Pakistan has been a hot-bed of terrorist activity despite attempts to combat insurgents in predominantly the north-western region of the country that are linked to the Taliban, al Qaeda and so-called Islamic State. Despite the government being an ally of western countries’ alliance against terrorism, the conservative Muslim country has also been accused of having an ambivalent stance towards religious extremism and, at worst, of sponsoring and harboring terrorists.

Pakistan’s government strongly snub such accusations, pointing to the arrests of high-ranking terrorist suspects since 9/11 attacks and claiming that it assisted the US in its pursuit of Osama bin Laden, the founder and head of al Qaeda, who was killed in Pakistan in 2011.

Dar had previously said that the country sustained US$4.53 billion direct and indirect losses from terrorism in the fiscal year 2014-15 and that his country faced enormous challenges after the 2013 general election which was won by Nawaz Sharif and his Pakistan Muslim League-Nawaz party.

“The security challenges that Pakistan was facing at the time of the last general election in 2013 were what I call the three major ‘E’s’: extremism, economy and energy,” he said.

“We took all the three E’s on and we’ve had great successes so far in the macro-economic stability and we are now working on the growth trajectory, job creation and things are moving on fine and security is equally important and so is the energy.”

The International Monetary Fund (IMF) gave Pakistan a US$6.6 billion loan in 2013 under a three-year programme designed to help stabilise the economy. It has, as of March this year, received around US$5.5 billion of that aid. Pakistan’s gross domestic product (GDP) is expected to have grown 4.5 per cent this fiscal year, the IMF noted.

In March 2016 following a review of Pakistan’s economic performance in the light of the aid programme, the IMF concluded that the country was reaching fiscal targets and that economic activity had “continued to gradually gain strength,” Mitsuhiro Furusawa, the Fund’s Deputy Managing Director, said in the report.

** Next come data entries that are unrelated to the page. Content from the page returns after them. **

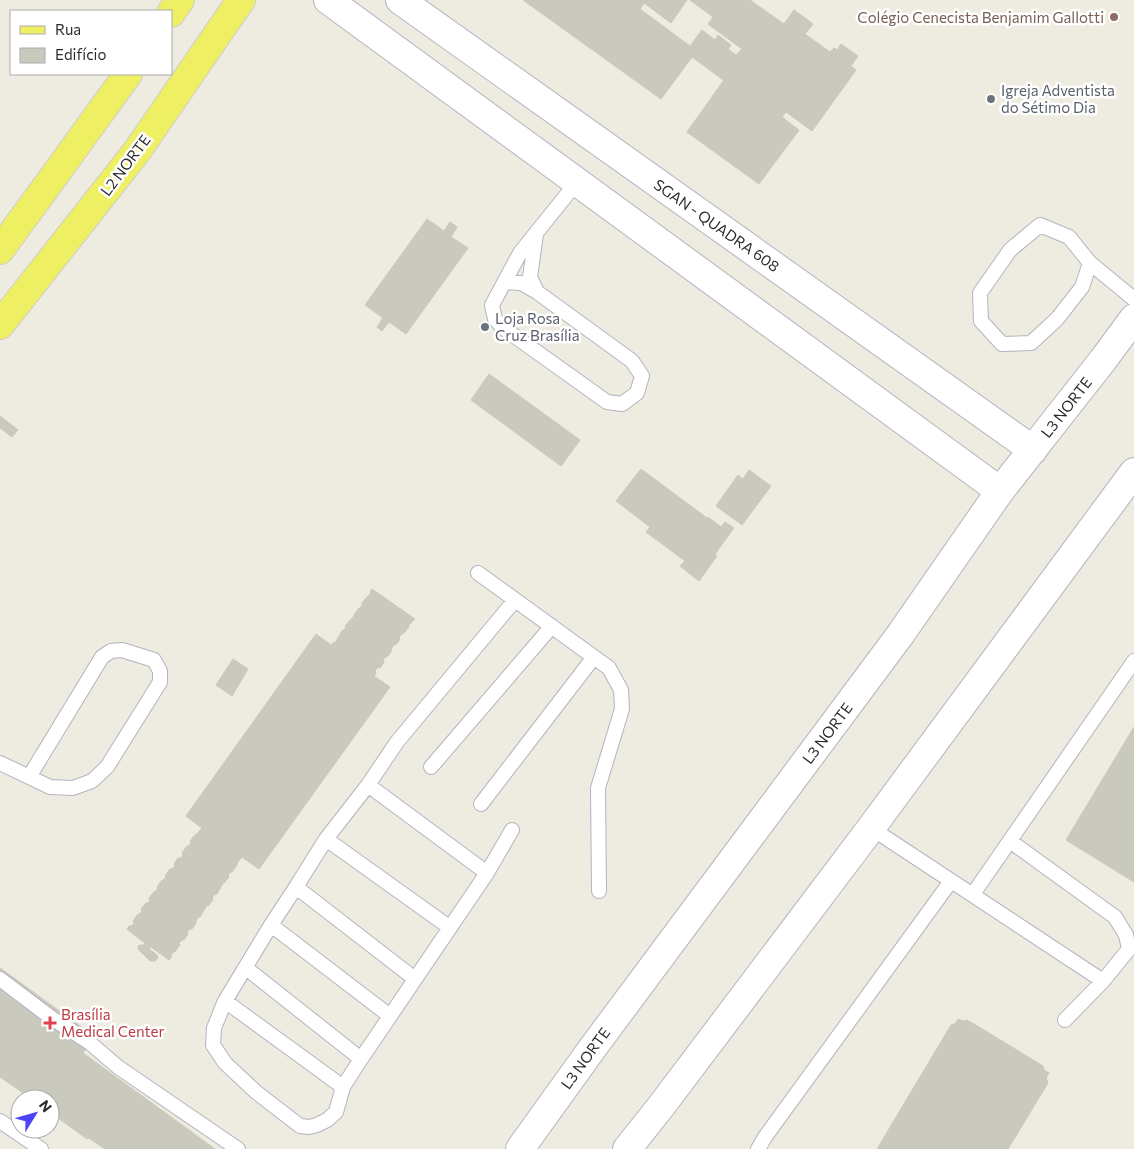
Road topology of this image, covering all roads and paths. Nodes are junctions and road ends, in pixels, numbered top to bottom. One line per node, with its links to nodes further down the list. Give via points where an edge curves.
1 (180, 0): 5 (main road)
2 (241, 0): 15 (main road, L2 NORTE, via 137,151)
3 (328, 0): 7 (main road)
4 (400, 0): 16 (main road, SGAN - QUADRA 608)
5 (172, 11)
6 (127, 75): 9 (main road)
7 (577, 182): 8 (lane); 18 (main road)
8 (536, 234): 11 (lane, via 520,253); 12 (lane, via 530,276)
9 (0, 250)
10 (1090, 263): 10 (lane, via 1069,237 1040,225 1010,250 980,293 981,321 1002,344 1031,342 1057,319 1082,287); 13 (lane)
11 (505, 282): 12 (lane, via 521,284); 12 (lane, via 492,305 495,319 502,327 607,402 622,404 637,393 642,376 632,361)
12 (537, 292)
13 (1134, 299)
14 (1134, 318): 16 (main road, L3 NORTE)
15 (0, 324)
16 (1033, 450): 18 (main road, L3 NORTE)
17 (1134, 472): 29 (main road)
18 (1000, 490): 52 (main road, L3 NORTE, via 900,635)
19 (478, 573): 20 (lane)
20 (515, 600): 21 (lane); 27 (lane, via 397,742)
21 (552, 626): 22 (lane); 25 (lane)
22 (594, 657): 28 (lane); 36 (lane, via 609,668 621,690 622,710 598,788)
23 (1134, 661): 32 (lane)
24 (0, 763): 26 (lane)
25 (431, 767)
26 (30, 777): 26 (lane, via 102,657 111,651 122,650 154,660 160,671 160,682 107,768 92,780 72,788 50,787)
27 (368, 785): 31 (lane); 33 (lane)
28 (481, 804)
29 (871, 828): 34 (lane); 53 (main road)
30 (512, 830): 33 (lane)
31 (326, 839): 35 (lane); 39 (lane)
32 (1010, 840): 37 (lane); 43 (lane, via 1115,917 1126,935 1129,949)
33 (487, 873): 39 (lane)
34 (951, 881): 37 (lane); 54 (lane)
35 (296, 888): 38 (lane); 42 (lane)
36 (599, 891)
37 (973, 894): 43 (lane)
38 (271, 925): 40 (lane); 45 (lane)
39 (449, 927): 42 (lane)
40 (246, 968): 44 (lane); 47 (lane)
41 (0, 979): 51 (lane, via 90,1043 118,1068)
42 (415, 979): 45 (lane)
43 (1104, 981): 46 (lane)
44 (226, 1001): 48 (lane); 48 (lane, via 214,1028 213,1045 225,1064 300,1126 309,1127 327,1120 336,1112)
45 (390, 1016): 47 (lane)
46 (1065, 1020)
47 (361, 1059): 48 (lane)
48 (344, 1087)
49 (0, 1120): 50 (lane)
50 (41, 1149)
51 (238, 1149)
52 (520, 1149)
53 (627, 1149)
54 (758, 1149)

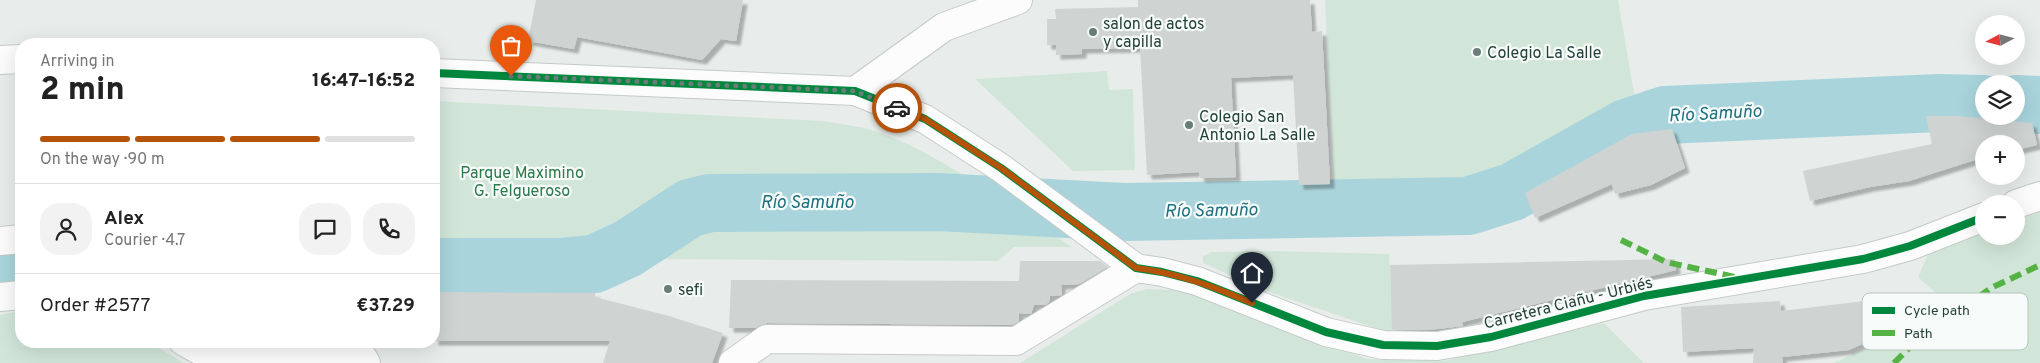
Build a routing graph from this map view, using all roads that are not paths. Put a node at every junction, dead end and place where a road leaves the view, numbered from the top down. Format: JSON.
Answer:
{"nodes":[{"id":1,"x":1018,"y":0,"type":"edge"},
{"id":2,"x":15,"y":59,"type":"edge"},
{"id":3,"x":0,"y":60,"type":"edge"},
{"id":4,"x":440,"y":73,"type":"edge"},
{"id":5,"x":855,"y":91,"type":"junction"},
{"id":6,"x":2040,"y":196,"type":"edge"},
{"id":7,"x":2025,"y":201,"type":"edge"},
{"id":8,"x":1975,"y":221,"type":"edge"},
{"id":9,"x":15,"y":240,"type":"edge"},
{"id":10,"x":0,"y":241,"type":"edge"},
{"id":11,"x":1149,"y":270,"type":"junction"},
{"id":12,"x":15,"y":296,"type":"edge"},
{"id":13,"x":0,"y":297,"type":"edge"},
{"id":14,"x":194,"y":348,"type":"edge"},
{"id":15,"x":217,"y":361,"type":"edge"},
{"id":16,"x":366,"y":363,"type":"edge"},
{"id":17,"x":733,"y":363,"type":"edge"}],
"edges":[{"from":1,"to":5,"type":"street"},
{"from":2,"to":3,"type":"street"},
{"from":4,"to":5,"type":"street"},
{"from":5,"to":11,"type":"street"},
{"from":6,"to":7,"type":"street"},
{"from":8,"to":11,"type":"street","name":"Carretera Ciañu - Urbiés"},
{"from":9,"to":10,"type":"street"},
{"from":11,"to":17,"type":"street"},
{"from":12,"to":13,"type":"street"},
{"from":14,"to":15,"type":"street"},
{"from":15,"to":16,"type":"street"}]}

Furusawa added, however, that “building on these gains, further progress, including in the area of structural reforms, was needed to generate strong and inclusive growth and make the economy more resilient and competitive.”

There are some commentators that think that terrorism is still a major risk for the country on both an economic and political level. Dar said that a gloomy outlook on Pakistan was unfair as developing countries faced the same risks. “The terrorism risks are also in western countries and it’s a global war. We have to fight it together. Pakistan has played a very proactive role at a huge cost to its exchequer,” he further commented.